Hercules Overcoming Nereus On His Way to the Garden of the Hesprides

Attributed to Adriaen de Vries Netherlandish

Not on view

This unique northern Renaissance bronze figure group embodies the marriage between fantastic invention and daring technique that is the hallmark of the sculpture and goldsmiths’ work created at the court of Emperor Rudolf II in Prague in the early 17th century. The subject is likely a rare depiction from the Twelve Labors of Hercules showing the mythological hero seated in triumph upon the shape-shifting sea god Nereus portrayed in the guise of a hooded, bat-winged monster that curls, unfolds, and changes its form even in defeat. The figure group is attributed to the sculptor and bronze founder, Adriaen de Vries (1556–1626) who boldly cast it in a single pour and exploited the undulating movements of molten bronze to evoke the protean transformations of Nereus.
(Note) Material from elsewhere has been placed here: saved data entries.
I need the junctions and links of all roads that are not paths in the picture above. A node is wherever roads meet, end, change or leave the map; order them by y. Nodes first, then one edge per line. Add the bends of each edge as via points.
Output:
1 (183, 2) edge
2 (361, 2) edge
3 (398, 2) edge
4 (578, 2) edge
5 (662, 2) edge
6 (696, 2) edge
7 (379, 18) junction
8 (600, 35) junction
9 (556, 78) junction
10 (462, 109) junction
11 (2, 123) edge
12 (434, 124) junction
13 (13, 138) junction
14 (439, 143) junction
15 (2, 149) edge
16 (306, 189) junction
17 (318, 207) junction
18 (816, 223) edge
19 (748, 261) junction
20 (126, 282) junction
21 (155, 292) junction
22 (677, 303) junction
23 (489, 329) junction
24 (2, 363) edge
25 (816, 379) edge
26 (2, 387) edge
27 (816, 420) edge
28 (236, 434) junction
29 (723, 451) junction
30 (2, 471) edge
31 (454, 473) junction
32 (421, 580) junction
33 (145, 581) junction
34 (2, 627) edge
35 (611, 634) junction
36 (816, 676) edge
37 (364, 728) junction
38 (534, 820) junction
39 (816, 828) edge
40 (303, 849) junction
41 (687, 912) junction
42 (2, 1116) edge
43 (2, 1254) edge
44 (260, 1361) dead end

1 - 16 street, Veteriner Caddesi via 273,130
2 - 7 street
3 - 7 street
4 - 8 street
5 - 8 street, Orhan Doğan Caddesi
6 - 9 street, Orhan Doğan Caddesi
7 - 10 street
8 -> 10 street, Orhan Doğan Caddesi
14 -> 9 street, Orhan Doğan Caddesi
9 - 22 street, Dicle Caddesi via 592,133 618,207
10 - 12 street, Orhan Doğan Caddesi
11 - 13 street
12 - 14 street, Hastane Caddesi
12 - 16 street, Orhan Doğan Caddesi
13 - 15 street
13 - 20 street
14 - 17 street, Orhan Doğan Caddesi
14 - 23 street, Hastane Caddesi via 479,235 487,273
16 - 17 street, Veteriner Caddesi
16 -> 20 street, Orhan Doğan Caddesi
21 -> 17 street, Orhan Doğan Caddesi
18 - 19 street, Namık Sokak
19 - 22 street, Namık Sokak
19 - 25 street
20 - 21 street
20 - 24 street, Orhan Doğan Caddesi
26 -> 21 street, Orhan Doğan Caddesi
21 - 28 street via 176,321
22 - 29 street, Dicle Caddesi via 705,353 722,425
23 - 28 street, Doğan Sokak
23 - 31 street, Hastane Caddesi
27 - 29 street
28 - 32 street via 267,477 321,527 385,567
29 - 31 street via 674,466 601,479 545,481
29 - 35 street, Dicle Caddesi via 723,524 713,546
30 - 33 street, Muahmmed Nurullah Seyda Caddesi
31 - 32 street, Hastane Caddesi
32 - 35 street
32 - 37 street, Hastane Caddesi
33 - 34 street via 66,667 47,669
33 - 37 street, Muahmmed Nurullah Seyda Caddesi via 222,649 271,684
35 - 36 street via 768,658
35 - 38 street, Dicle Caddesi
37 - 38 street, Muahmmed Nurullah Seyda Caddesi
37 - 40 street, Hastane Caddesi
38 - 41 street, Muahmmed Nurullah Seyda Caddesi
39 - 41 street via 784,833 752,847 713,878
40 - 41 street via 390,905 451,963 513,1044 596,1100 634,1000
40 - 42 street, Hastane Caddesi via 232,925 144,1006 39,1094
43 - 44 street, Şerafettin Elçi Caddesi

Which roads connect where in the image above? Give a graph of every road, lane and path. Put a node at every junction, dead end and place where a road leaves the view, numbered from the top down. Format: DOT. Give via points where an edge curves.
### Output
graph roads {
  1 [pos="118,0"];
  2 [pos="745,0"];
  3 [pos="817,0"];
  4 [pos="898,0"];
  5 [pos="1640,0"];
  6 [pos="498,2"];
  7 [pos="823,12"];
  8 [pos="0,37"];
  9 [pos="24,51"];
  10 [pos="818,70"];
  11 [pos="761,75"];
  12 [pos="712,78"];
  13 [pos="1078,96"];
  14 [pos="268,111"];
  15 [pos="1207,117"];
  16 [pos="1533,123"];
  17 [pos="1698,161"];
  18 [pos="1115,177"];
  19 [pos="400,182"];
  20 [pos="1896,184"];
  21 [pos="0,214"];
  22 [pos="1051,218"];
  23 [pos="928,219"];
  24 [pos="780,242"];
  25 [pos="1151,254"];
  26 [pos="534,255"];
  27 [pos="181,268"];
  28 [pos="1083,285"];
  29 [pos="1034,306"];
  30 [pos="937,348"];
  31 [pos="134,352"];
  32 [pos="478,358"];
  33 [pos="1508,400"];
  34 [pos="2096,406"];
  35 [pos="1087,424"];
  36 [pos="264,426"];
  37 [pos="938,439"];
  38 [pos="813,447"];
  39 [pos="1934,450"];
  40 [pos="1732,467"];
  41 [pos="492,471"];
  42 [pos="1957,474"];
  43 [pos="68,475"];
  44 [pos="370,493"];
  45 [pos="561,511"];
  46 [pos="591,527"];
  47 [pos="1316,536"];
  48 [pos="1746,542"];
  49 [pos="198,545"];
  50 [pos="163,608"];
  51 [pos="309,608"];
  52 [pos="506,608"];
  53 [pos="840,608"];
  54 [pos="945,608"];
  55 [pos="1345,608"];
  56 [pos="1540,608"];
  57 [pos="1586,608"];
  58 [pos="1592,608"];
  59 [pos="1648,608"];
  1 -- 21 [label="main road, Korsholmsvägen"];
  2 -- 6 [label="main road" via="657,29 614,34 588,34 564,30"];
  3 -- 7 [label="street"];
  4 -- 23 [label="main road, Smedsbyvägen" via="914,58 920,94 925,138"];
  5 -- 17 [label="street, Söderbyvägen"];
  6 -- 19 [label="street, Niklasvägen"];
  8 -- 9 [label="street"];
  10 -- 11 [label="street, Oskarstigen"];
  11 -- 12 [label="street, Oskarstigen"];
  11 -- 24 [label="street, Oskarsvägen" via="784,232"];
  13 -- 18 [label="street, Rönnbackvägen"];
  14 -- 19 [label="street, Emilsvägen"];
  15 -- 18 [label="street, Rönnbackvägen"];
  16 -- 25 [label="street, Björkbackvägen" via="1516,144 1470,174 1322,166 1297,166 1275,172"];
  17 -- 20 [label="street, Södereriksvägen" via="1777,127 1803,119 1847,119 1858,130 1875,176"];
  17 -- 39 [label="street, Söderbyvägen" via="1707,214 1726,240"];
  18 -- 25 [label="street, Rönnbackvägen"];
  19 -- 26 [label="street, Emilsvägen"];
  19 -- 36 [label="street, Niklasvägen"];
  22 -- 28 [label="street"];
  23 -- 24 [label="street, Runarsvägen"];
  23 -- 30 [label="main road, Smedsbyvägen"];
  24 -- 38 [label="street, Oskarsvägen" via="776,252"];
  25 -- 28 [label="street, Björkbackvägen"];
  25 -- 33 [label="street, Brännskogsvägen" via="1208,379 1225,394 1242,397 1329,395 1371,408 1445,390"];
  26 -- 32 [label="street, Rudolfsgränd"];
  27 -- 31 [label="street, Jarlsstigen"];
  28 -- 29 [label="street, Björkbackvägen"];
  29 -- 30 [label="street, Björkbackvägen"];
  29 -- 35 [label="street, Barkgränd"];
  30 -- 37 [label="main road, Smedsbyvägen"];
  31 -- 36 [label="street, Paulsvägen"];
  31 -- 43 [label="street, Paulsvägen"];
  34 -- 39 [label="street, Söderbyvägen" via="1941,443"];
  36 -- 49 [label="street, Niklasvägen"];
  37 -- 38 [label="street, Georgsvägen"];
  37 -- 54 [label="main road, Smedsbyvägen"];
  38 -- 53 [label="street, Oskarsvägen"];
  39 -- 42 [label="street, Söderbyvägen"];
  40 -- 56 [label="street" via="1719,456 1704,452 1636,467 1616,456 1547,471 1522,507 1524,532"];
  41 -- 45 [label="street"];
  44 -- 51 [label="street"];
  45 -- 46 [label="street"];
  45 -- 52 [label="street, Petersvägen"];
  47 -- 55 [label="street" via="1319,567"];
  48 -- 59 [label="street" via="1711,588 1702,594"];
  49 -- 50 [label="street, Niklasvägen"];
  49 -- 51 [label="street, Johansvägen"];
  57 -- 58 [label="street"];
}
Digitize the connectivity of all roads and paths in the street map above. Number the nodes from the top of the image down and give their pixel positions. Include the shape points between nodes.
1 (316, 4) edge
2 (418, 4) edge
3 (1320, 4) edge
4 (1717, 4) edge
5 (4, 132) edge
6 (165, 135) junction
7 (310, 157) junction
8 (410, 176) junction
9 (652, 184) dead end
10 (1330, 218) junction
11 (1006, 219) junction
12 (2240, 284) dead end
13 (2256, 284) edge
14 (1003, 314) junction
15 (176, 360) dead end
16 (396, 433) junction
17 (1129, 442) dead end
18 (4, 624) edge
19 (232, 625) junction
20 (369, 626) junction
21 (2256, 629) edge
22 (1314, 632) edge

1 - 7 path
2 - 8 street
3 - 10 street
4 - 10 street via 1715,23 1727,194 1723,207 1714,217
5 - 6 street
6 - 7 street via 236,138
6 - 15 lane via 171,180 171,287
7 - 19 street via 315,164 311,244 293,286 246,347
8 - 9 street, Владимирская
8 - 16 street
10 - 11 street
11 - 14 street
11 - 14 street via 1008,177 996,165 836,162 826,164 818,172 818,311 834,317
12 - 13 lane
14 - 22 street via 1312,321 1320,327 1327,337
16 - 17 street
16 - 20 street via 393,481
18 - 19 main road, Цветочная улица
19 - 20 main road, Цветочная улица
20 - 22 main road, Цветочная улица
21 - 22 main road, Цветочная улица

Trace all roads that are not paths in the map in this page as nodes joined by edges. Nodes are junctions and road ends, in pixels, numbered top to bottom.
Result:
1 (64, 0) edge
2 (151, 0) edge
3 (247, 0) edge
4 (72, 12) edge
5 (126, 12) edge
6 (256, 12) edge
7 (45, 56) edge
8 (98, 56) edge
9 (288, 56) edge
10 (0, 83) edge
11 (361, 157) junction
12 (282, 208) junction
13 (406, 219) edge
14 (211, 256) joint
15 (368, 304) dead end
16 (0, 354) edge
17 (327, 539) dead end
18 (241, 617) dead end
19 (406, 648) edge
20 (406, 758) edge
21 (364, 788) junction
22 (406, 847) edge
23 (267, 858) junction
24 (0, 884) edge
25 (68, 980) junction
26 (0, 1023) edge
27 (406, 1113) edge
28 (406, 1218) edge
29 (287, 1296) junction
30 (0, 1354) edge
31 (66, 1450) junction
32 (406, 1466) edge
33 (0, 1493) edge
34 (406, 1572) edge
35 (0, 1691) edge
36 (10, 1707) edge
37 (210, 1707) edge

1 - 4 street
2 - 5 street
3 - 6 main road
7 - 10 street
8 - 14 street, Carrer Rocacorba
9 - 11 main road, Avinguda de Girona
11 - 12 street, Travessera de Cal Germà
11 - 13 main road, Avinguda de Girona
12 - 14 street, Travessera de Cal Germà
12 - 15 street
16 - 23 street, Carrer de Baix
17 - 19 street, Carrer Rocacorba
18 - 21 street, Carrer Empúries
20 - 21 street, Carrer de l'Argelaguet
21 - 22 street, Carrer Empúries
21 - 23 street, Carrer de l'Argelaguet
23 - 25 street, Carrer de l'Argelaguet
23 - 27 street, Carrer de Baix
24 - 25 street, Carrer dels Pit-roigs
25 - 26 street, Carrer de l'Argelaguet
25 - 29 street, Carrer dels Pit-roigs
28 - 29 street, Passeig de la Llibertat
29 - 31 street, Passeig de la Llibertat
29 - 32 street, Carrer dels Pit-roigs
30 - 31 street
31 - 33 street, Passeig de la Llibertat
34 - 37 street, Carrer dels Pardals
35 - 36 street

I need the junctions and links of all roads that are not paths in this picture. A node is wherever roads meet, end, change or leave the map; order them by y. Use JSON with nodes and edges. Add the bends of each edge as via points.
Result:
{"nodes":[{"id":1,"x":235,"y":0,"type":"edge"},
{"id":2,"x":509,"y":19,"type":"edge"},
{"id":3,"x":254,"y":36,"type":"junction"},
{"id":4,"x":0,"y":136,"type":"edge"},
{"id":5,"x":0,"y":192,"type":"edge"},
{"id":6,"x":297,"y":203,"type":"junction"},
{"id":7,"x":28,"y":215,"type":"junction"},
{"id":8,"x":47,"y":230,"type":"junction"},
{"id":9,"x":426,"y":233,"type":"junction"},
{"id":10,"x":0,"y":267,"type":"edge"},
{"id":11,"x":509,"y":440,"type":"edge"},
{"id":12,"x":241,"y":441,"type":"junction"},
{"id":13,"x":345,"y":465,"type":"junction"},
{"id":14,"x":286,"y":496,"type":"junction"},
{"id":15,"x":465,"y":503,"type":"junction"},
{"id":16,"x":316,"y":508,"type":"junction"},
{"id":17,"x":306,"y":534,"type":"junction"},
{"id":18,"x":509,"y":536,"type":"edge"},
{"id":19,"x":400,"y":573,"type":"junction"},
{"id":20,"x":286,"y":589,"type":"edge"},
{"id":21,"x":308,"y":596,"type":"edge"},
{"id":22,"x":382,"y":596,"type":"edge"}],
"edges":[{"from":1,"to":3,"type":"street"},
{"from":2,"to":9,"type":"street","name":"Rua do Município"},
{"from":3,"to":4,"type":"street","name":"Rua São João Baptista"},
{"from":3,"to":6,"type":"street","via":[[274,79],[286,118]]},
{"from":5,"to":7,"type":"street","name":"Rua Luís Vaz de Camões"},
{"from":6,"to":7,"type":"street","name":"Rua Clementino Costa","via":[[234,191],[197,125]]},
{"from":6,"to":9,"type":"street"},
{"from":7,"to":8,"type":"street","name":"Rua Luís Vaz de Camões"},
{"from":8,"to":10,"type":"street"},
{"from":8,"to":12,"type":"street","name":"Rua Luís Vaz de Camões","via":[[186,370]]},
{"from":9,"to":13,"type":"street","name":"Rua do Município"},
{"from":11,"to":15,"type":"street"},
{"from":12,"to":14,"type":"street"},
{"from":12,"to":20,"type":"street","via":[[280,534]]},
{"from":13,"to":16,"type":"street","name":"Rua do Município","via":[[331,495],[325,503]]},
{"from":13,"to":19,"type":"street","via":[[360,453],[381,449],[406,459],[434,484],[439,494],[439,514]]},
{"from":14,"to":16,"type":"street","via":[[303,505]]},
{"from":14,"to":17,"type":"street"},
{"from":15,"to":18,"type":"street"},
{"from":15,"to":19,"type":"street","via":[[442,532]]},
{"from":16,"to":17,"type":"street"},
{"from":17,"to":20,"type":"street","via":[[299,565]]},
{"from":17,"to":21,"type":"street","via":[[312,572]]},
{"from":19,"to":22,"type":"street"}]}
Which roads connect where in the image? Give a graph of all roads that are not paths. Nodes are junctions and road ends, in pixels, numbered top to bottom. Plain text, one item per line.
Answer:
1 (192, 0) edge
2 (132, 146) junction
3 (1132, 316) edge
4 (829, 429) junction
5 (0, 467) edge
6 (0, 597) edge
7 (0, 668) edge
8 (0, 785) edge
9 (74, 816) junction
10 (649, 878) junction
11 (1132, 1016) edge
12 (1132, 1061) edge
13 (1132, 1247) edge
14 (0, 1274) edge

De Vries, who became sculptor to Rudolf II in 1602 was joined at court in 1607 by Paulus van Vianen (1570–1614), a goldsmith instrumental in developing the “auricular,” style that derives its name from the organic, fluid, and layered forms that are also characteristic of De Vries’s bronze composition. The Hercules and Nereus has the scale and affective power of an independent bronze statuette, but it originally may have been made as part of a larger decorative ensemble.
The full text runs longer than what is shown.